Add SUPIR Upscaler #7219

DN6 · 2024-03-05T09:32:38Z

Model/Pipeline/Scheduler description

SUPIR is a super-resolution model that looks like it produces excellent results

Github Repo: https://github.com/Fanghua-Yu/SUPIR

The model is quite memory intensive, so the optimisation features available in diffusers might be quite helpful in making this accessible to lower resource GPUs.

Open source status

The model implementation is available.
The model weights are available (Only relevant if addition is not a scheduler).

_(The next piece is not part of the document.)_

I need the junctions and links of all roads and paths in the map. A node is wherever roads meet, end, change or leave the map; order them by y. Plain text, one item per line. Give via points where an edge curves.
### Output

Provide useful links for the implementation

No response

nxbringr · 2024-03-05T11:02:49Z

Hey @DN6, can I please work on this?

yiyixuxu · 2024-03-05T19:17:47Z

@ihkap11 hey! sure!

Bhavay-2001 · 2024-03-18T15:24:22Z

Hi @yiyixuxu, anyone working on this? Can I also contribute? Please let me know how may I proceed?

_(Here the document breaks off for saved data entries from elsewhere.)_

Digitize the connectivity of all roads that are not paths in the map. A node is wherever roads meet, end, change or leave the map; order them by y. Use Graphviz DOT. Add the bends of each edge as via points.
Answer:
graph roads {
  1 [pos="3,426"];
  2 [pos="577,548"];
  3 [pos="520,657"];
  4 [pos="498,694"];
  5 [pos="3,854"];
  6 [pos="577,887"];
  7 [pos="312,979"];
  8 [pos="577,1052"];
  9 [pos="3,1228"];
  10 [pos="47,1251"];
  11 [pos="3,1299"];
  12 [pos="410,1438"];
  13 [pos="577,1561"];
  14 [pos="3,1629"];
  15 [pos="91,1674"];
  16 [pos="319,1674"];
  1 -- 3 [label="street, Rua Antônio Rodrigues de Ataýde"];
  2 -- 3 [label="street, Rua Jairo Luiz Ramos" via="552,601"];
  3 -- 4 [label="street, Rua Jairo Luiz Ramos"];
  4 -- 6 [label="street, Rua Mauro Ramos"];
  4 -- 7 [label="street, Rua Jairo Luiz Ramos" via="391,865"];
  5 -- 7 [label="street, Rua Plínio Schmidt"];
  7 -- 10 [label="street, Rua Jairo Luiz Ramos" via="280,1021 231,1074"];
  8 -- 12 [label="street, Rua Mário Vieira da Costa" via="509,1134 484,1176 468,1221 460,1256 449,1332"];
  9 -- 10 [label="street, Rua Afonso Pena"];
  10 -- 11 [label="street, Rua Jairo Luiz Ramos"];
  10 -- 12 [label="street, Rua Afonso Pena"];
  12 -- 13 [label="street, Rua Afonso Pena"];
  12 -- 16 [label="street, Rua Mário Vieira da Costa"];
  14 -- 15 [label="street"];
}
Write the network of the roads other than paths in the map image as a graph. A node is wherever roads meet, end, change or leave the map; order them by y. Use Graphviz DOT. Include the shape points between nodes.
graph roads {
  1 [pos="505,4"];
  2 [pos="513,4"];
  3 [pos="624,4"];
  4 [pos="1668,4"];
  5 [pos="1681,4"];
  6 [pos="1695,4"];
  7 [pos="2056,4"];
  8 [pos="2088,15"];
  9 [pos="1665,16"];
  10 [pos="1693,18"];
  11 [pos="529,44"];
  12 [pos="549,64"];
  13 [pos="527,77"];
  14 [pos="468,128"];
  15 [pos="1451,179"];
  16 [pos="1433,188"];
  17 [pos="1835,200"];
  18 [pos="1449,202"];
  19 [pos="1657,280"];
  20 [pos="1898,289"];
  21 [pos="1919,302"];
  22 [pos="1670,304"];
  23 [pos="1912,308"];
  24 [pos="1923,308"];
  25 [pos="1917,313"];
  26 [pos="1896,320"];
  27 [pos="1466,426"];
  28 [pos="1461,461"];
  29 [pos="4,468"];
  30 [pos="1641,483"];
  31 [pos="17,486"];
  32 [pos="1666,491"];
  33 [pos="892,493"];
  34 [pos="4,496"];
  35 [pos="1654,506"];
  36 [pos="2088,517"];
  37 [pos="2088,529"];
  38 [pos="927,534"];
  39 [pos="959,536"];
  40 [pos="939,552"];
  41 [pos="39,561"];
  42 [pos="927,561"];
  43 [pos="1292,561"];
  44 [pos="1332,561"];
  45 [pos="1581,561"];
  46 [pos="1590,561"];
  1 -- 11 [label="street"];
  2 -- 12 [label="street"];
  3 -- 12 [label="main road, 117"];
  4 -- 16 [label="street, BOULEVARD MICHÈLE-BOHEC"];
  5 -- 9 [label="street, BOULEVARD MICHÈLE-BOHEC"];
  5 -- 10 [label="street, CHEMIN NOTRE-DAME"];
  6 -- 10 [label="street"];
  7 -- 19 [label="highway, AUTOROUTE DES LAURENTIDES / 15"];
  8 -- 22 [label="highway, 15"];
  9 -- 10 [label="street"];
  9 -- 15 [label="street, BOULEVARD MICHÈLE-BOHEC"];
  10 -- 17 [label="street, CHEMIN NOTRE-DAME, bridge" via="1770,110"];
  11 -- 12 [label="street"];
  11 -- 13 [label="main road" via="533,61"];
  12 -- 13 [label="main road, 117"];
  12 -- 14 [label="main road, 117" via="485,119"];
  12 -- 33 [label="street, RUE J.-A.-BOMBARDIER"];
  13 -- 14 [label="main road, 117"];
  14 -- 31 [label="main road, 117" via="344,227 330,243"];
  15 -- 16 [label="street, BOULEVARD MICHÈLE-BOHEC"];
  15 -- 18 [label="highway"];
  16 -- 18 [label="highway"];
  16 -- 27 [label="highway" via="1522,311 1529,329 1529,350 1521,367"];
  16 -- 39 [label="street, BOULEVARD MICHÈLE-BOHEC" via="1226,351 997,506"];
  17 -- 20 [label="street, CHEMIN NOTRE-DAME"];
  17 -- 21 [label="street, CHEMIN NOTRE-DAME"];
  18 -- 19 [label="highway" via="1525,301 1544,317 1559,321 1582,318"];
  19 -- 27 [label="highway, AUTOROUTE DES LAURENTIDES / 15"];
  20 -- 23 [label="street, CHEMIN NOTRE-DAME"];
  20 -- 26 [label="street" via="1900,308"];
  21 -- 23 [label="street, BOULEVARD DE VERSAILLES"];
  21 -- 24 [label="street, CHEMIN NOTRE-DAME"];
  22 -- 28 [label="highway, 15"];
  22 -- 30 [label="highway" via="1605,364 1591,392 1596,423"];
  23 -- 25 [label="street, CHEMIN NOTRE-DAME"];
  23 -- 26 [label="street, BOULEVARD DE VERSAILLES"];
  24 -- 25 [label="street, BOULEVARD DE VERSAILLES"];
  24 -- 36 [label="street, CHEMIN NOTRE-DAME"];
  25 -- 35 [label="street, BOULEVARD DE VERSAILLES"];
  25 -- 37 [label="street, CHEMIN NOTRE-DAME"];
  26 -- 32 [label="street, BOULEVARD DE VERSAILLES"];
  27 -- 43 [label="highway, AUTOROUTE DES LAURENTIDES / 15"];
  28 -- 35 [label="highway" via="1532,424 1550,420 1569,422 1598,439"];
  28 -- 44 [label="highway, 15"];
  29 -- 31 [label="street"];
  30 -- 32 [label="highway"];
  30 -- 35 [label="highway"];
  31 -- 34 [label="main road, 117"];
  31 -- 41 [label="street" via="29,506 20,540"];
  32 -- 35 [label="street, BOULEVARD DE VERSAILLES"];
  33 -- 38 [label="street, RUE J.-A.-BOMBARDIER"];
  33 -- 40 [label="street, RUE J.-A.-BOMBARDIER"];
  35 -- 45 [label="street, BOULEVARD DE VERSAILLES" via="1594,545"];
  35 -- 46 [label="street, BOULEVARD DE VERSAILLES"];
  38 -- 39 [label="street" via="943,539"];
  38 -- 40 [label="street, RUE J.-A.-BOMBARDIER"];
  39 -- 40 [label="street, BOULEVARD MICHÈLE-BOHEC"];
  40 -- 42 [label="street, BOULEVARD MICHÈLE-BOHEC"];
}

nxbringr · 2024-03-18T15:28:43Z

Hey @Bhavay-2001 I'm currently working on this. Will post the PR here soon.
I can tag you on the PR if I there is something I need help with :)

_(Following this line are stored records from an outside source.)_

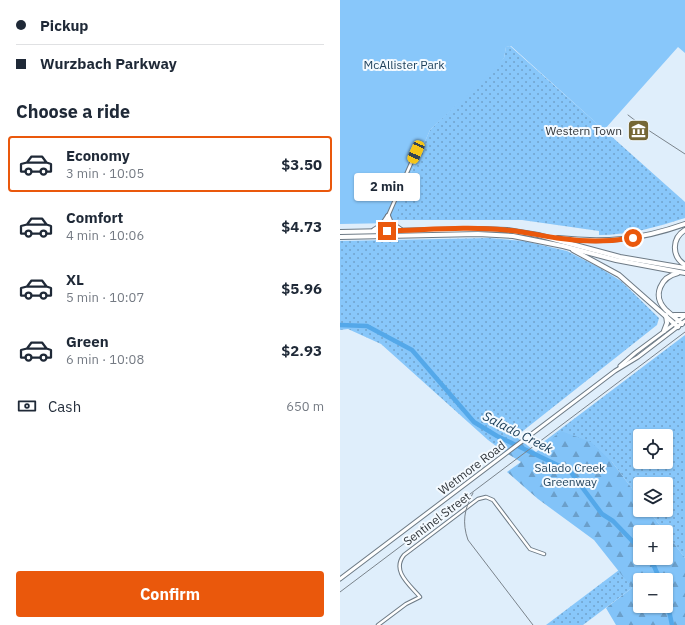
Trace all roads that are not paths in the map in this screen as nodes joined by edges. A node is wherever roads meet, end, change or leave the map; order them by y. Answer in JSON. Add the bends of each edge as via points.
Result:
{"nodes":[{"id":1,"x":416,"y":152,"type":"dead end"},
{"id":2,"x":388,"y":216,"type":"junction"},
{"id":3,"x":685,"y":224,"type":"edge"},
{"id":4,"x":685,"y":230,"type":"edge"},
{"id":5,"x":373,"y":231,"type":"junction"},
{"id":6,"x":402,"y":231,"type":"junction"},
{"id":7,"x":340,"y":232,"type":"edge"},
{"id":8,"x":538,"y":235,"type":"junction"},
{"id":9,"x":340,"y":237,"type":"edge"},
{"id":10,"x":563,"y":246,"type":"junction"},
{"id":11,"x":684,"y":269,"type":"edge"},
{"id":12,"x":665,"y":315,"type":"junction"},
{"id":13,"x":672,"y":315,"type":"junction"},
{"id":14,"x":685,"y":316,"type":"edge"},
{"id":15,"x":680,"y":323,"type":"edge"},
{"id":16,"x":664,"y":331,"type":"junction"},
{"id":17,"x":615,"y":371,"type":"junction"},
{"id":18,"x":544,"y":554,"type":"dead end"},
{"id":19,"x":340,"y":579,"type":"edge"},
{"id":20,"x":378,"y":625,"type":"edge"}],
"edges":[{"from":1,"to":2,"type":"street"},
{"from":2,"to":5,"type":"highway","via":[[382,225]]},
{"from":2,"to":6,"type":"highway","via":[[390,223]]},
{"from":3,"to":8,"type":"highway","via":[[655,234],[607,241],[582,241]]},
{"from":4,"to":11,"type":"highway","via":[[677,238],[675,247]]},
{"from":5,"to":6,"type":"highway"},
{"from":5,"to":7,"type":"highway"},
{"from":6,"to":8,"type":"highway","via":[[490,229]]},
{"from":8,"to":11,"type":"highway","via":[[620,257]]},
{"from":9,"to":10,"type":"highway","via":[[496,234]]},
{"from":10,"to":11,"type":"highway","via":[[616,260]]},
{"from":10,"to":12,"type":"highway","via":[[619,275]]},
{"from":11,"to":13,"type":"highway","via":[[668,276],[660,287],[660,302]]},
{"from":12,"to":15,"type":"highway"},
{"from":12,"to":16,"type":"highway","via":[[667,323]]},
{"from":13,"to":14,"type":"highway"},
{"from":13,"to":15,"type":"highway"},
{"from":14,"to":15,"type":"main road","name":"Wetmore Road"},
{"from":15,"to":16,"type":"main road","name":"Wetmore Road"},
{"from":15,"to":17,"type":"main road","name":"Wetmore Road","via":[[638,357]]},
{"from":16,"to":17,"type":"main road","name":"Wetmore Road"},
{"from":17,"to":19,"type":"main road","name":"Wetmore Road"},
{"from":18,"to":20,"type":"street","name":"Sentinel Street","via":[[530,549],[493,500],[478,499],[400,560],[399,570],[420,597]]}]}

Bhavay-2001 · 2024-03-18T15:38:31Z

ok great. Pls let me know.
Thanks

landmann · 2024-03-29T06:47:53Z

@ihkap11 how's it going 😁 I'd loooooove to have this

nxbringr · 2024-03-29T06:48:59Z

Hey @landmann I'll post the PR this weekend and tag you if you want to contribute to it :) apologies for the delay, it's my first new model implementation PR

landmann · 2024-03-29T06:50:14Z

You a real champ 🙌
Happy Friday, my gal/dude!

nxbringr · 2024-03-31T06:13:48Z

Initial Update:

Understood the paper (paper highlights below)
Currently defining paper components that will become diffuser artefacts. (WIP: breaking down SUPIR code)

Paper Insights

Motivation:

IR methods based on generative priors leverage powerful pre-trained generative models to introduce high-quality generation and prior knowledge into IR, bringing significant progress in
perceptual effects and intelligence of IR results.
Continuously enhancing the capabilities of the generative prior is key to achieving more intelligent IR results, with model scaling being a crucial and effective approach.
The authors propose scaling up generative priors and training data to address these limitations.

Architecture Overview:

Generative Prior: The authors choose SDXL (Stable Diffusion XL) as the backbone for their generative prior due to its high-resolution image generation capability without hierarchical design.
Degradation-Robust Encoder: They fine-tune the SDXL encoder to make it robust to degradation, enabling effective mapping of low-quality (LQ) images to the latent space.
Large-Scale Adaptor: The author designed a new adaptor with network trimming and a ZeroSFT connector to control the generation process at the pixel level.
Issues with existing adaptors
- LoRA limits generation but struggles with LQ image control
- T2I lacks the capacity for effective LQ image content identification
- ControlNet’s direct copy is challenging for the SDXL model scale.
1. Network Trimming: Modify the adaptor architecture by trimming half of the ViT blocks in each encoder block (of SDXL) to achieve a balance between network capacity and computational feasibility.
2. Redesigning the Connector: The introduced ZeroSFT module is built upon zero convolution and incorporates an additional spatial feature transfer (SFT) operation and group normalization.
Why do we need this?
- The authors note that while SDXL's generative capacity delivers excellent visual effects, it also makes precise pixel-level control challenging.
- ControlNet uses zero convolution for generation guidance, but relying solely on residuals is insufficient for the level of control required by IR tasks.
Multi-Modality Language Guidance: They incorporate the LLaVA multi-modal large language model to understand image content and guide the restoration process using textual prompts.
Restoration-Guided Sampling: They propose a modified sampling method to selectively guide the prediction results to be close to the LQ image, ensuring fidelity in the restored image.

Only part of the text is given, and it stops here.